I would suggest you check the php manual or add the gc_enable() function to collect the garbage... That is the memory leaks dont affect how your code runs.
PS: php has a garbage collector gc_enable() that takes no arguments.
I recently noticed that PHP 5.3 lambda functions leave extra memory used when they are removed.
for ($i = 0; $i < 1000; $i++)
{
//$log = new Log;
$log = function() { return new Log; };
//unset($log);
}
I'm not sure why, but it seems to take an extra 250 bytes each lambda even after the function is removed.
I didn't see it explicitly mentioned, but xdebug does a great job profiling time and memory (as of 2.6). You can take the information it generates and pass it off to a gui front end of your choice: webgrind (time only), kcachegrind, qcachegrind or others and it generates very useful call trees and graphs to let you find the sources of your various woes.
Example (of qcachegrind):
If what you say about PHP only doing GC after a function is true, you could wrap the loop's contents inside a function as a workaround/experiment.
One huge problem I had was by using create_function. Like in lambda functions, it leaves the generated temporary name in memory.

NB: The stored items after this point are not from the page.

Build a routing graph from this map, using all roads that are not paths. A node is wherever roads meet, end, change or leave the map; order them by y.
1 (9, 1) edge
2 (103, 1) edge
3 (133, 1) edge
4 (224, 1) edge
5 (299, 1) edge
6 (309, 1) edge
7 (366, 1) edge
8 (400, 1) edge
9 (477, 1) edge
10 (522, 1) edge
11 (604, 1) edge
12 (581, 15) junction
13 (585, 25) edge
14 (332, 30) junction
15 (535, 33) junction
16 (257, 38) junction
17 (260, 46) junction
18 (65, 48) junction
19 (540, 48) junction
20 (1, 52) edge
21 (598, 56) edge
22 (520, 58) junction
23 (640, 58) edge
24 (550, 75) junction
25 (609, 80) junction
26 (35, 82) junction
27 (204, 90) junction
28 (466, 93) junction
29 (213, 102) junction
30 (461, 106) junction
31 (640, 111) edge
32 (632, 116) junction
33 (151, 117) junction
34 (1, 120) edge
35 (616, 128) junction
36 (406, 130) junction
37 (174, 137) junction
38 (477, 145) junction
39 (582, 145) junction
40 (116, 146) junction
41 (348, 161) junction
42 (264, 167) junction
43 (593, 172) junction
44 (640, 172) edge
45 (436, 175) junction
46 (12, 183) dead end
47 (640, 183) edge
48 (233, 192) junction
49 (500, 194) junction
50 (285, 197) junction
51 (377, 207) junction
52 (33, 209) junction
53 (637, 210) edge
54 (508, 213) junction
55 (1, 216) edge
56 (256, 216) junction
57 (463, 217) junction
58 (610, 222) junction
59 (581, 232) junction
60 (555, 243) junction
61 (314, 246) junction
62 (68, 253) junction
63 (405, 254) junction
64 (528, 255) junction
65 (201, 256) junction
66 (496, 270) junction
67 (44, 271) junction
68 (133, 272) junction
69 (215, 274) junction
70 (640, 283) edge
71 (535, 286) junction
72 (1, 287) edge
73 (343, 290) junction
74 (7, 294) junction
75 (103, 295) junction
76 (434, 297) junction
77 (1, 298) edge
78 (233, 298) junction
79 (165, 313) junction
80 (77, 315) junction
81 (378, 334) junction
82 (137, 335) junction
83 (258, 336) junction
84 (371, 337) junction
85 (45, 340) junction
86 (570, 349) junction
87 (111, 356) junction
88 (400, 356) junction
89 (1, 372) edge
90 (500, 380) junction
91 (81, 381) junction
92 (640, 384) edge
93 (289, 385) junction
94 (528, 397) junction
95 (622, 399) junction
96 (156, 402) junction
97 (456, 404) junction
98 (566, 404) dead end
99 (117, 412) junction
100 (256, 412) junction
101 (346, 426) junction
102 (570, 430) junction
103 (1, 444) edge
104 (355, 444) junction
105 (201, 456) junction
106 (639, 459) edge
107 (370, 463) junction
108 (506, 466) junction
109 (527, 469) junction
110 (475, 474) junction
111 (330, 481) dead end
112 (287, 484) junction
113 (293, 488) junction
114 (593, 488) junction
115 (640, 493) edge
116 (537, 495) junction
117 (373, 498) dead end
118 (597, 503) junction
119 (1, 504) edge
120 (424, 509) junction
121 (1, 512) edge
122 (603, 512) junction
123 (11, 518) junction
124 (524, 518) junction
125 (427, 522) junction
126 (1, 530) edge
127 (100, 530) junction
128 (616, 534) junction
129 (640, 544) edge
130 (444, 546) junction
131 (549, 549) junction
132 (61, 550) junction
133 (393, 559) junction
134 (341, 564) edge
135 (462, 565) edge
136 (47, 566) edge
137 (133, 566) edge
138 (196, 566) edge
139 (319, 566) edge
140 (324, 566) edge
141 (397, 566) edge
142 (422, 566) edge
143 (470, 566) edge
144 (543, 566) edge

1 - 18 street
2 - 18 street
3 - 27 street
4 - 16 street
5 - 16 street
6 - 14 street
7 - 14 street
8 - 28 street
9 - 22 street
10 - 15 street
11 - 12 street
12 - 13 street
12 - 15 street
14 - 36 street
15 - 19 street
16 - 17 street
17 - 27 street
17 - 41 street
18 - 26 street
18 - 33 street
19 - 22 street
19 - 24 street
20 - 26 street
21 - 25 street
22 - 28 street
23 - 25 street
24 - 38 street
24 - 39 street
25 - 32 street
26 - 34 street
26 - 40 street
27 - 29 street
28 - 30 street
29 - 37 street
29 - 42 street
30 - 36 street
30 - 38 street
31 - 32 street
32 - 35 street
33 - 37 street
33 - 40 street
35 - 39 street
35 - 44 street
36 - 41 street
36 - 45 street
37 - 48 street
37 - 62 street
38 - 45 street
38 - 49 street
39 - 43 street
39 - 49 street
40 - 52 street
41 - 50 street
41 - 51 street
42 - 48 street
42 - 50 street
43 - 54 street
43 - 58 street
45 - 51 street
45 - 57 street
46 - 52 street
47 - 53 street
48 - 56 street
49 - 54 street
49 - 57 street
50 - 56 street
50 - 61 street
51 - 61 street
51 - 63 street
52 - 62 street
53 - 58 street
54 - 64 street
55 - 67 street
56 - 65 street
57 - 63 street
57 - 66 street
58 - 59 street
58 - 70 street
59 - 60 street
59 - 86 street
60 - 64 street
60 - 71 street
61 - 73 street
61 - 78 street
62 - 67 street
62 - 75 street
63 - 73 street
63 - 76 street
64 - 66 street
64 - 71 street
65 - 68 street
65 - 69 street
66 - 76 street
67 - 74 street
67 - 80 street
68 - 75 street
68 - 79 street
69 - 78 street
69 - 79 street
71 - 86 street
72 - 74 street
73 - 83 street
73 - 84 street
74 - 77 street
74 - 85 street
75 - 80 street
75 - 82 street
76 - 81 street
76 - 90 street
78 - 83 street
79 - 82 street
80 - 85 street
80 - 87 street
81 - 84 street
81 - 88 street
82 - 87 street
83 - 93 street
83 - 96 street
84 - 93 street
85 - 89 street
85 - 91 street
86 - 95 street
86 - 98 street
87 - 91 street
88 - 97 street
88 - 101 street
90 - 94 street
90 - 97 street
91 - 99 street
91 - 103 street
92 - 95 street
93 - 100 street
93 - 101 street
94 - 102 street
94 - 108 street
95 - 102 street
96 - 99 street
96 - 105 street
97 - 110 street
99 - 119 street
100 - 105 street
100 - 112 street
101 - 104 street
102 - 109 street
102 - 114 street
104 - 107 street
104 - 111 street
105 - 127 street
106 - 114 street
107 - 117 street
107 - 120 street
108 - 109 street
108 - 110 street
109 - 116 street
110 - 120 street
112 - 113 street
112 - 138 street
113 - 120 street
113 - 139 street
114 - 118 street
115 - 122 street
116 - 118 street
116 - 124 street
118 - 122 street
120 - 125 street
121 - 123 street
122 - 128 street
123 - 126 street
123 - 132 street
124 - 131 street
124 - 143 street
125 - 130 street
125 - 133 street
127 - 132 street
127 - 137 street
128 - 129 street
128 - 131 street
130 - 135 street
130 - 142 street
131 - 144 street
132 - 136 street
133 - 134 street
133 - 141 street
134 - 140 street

Another cause of memory leaks (in case of Zend Framework) is the Zend_Db_Profiler.
Make sure that is disabled if you run scripts under Zend Framework.
For example I had in my application.ini the folowing:
resources.db.profiler.enabled = true
resources.db.profiler.class = Zend_Db_Profiler_Firebug
Running approximately 25.000 queries + loads of processing before that, brought the memory to a nice 128Mb (My max memory limit).
By just setting:
resources.db.profiler.enabled = false
it was enough to keep it under 20 Mb
And this script was running in CLI, but it was instantiating the Zend_Application and running the Bootstrap, so it used the "development" config.
It really helped running the script with xDebug profiling
I'm a little late to this conversation but I'll share something pertinent to Zend Framework.
I had a memory leak problem after installing php 5.3.8 (using phpfarm) to work with a ZF app that was developed with php 5.2.9. I discovered that the memory leak was being triggered in Apache's httpd.conf file, in my virtual host definition, where it says SetEnv APPLICATION_ENV "development". After commenting this line out, the memory leaks stopped. I'm trying to come up with an inline workaround in my php script (mainly by defining it manually in the main index.php file).
I didn't see it mentioned here but one thing that might be helpful is using xdebug and xdebug_debug_zval('variableName') to see the refcount.
I can also provide an example of a php extension getting in the way: Zend Server's Z-Ray. If data collection is enabled it memory use will balloon on each iteration just as if garbage collection was off.